I'm a bass fisherman at heart, but I've taken to crappie fishing the last few years because it's fun when they are ganged up on a piece of cover and there is a lot of carry over from bass fishing tactics to crappie fishing with artificials. I've had fun through the process of learning when and where to find crappie and equally which lures really work for me when jigging. One of my mainstays has been the Bobby Garland Baby Shad. It's one of the most popular crappie plastics on the market even with one of the most basic designs.
The Baby Shad is basically a miniature 2-inch shad body with a straight tail appendage. While it looks like a do-nothing type of plastic, the tail has incredible action on everything from a cast and retrieve to vertical jigging and dead sticking it on light line.
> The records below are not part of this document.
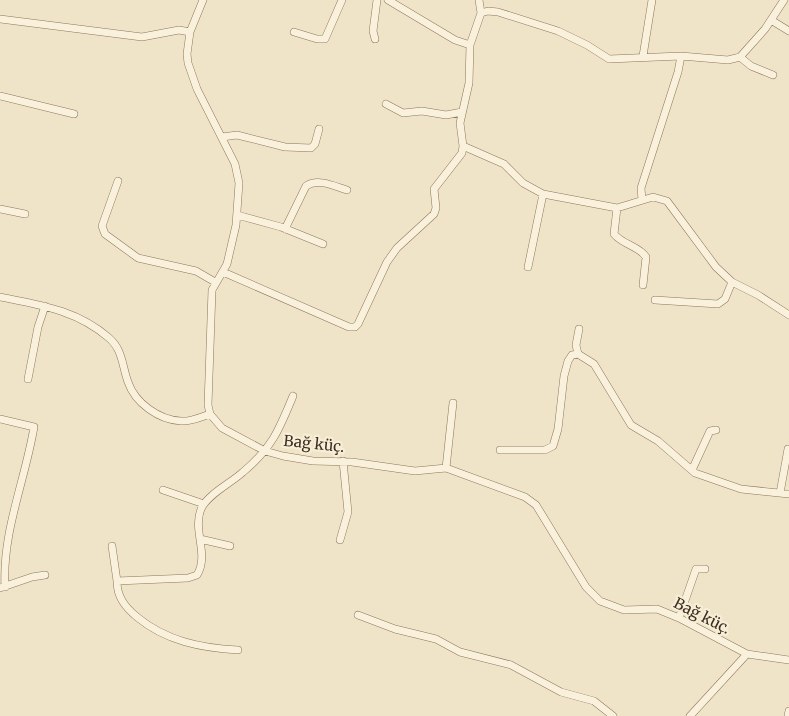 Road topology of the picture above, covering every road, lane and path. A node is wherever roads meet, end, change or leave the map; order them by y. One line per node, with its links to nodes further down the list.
1 (203, 0): 12 (street)
2 (342, 0): 13 (street)
3 (377, 0): 14 (street)
4 (388, 0): 15 (street)
5 (478, 0): 8 (street)
6 (652, 0): 16 (street)
7 (784, 0): 10 (street)
8 (481, 14): 15 (street); 16 (street)
9 (0, 19): 12 (street)
10 (771, 20): 11 (street); 18 (street)
11 (789, 31)
12 (190, 32): 25 (street)
13 (294, 32)
14 (375, 39)
15 (470, 45): 22 (street)
16 (643, 56): 17 (street)
17 (681, 56): 18 (street); 30 (street)
18 (740, 57): 19 (street)
19 (773, 76)
20 (0, 96): 23 (street)
21 (386, 104): 22 (street)
22 (462, 112): 26 (street)
23 (74, 114)
24 (318, 129): 25 (street)
25 (222, 137): 34 (street)
26 (463, 146): 29 (street); 38 (street)
27 (118, 181): 39 (street)
28 (346, 190): 35 (street)
29 (543, 194): 31 (street); 37 (street)
30 (642, 200): 31 (street); 40 (street)
31 (617, 208): 41 (street)
32 (0, 209): 33 (street)
33 (25, 214)
34 (237, 215): 35 (street); 38 (street)
35 (285, 229): 36 (street)
36 (323, 244)
37 (528, 267)
38 (223, 272): 39 (street)
39 (215, 282): 51 (street)
40 (732, 282): 43 (street); 45 (street)
41 (643, 285)
42 (0, 297): 44 (street)
43 (655, 300)
44 (45, 306): 48 (street); 51 (street)
45 (789, 315)
46 (579, 329): 47 (street)
47 (578, 354): 55 (street); 59 (street)
48 (28, 380)
49 (293, 396): 56 (street)
50 (453, 403): 58 (street)
51 (210, 414): 56 (street, Bağ küç.)
52 (0, 419): 71 (street)
53 (716, 430): 59 (street)
54 (788, 449): 61 (street)
55 (500, 450)
56 (265, 451): 57 (street, Bağ küç.); 63 (street)
57 (344, 461): 58 (street, Bağ küç.); 65 (street)
58 (446, 468): 73 (street, Bağ küç.)
59 (692, 470): 61 (street)
60 (163, 490): 63 (street)
61 (780, 493): 62 (street)
62 (789, 494)
63 (204, 504): 64 (street)
64 (200, 539): 67 (street); 70 (street)
65 (340, 540)
66 (112, 546): 70 (street)
67 (230, 546)
68 (705, 569): 73 (street)
69 (45, 575): 71 (street)
70 (117, 581): 74 (street)
71 (2, 588)
72 (358, 615): 78 (street)
73 (679, 618): 75 (street, Bağ küç.)
74 (238, 650)
75 (746, 654): 76 (street, Bağ küç.); 79 (street)
76 (789, 660)
77 (789, 711): 80 (street)
78 (613, 716)
79 (690, 716)
80 (788, 716)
The biggest draw for most crappie anglers with the Baby Shad is that it comes in a plethora of colors – 81 in fact. That's a color to fit every situation, water clarity and mood of a crappie. And I've found that having an array of colors is actually very beneficial in crappie fishing.
The Baby Shad body has a flat back and more rounded belly and then tapering tail. This design gives it a natural gliding action on the fall and imparting a slight twitch of the line on the fall or while vertical jigged causes the tail to vibrate like a real baitfish.
The body looks like a minnow in the water and I've found I don't even throw curl tail baits for crappie any more as the Baby Shad has been so effective casting, tight lining, dock shooting and vertical jigging. I actually shared how I switched to this one style of tapering straight tail baits for all of my crappie fishing in a previous article and the Bobby Garland Baby Shad was probably the bait responsible for my switch.
I do the same thing with bass fishing. When I find a bait I know they like, I don't deviate too much from lure choice. That allows me to hop from spot to spot and know I'm making an effective presentation without worrying about if the lure is the right one or not. I do experiment with color but that's usually when I get fish biting and want to see if when the bite slows a color change makes a difference or sometimes just cycling through colors will get a bite going a little faster for you.
I have definitely developed some favorites with the Baby Shad for colors. My staples have been Monkey Milk and Shimmer Shad for sure. But recently I've also added Midge, Mayfly, Ice Out and a few other brighter colors to the mix as well.
The Baby Shad is made of a good plastic that is the right balance of softness to give the tail good action but durable enough that you can catch several crappie on one bait. Sometimes I will take and slide the Baby Shad off of a jig head and flip it over and rethread it on the jighead upside down for a few more fish on one plastic. A drop of super glue does seem to give you a few more fish on each tail if you want to really save a few pennies.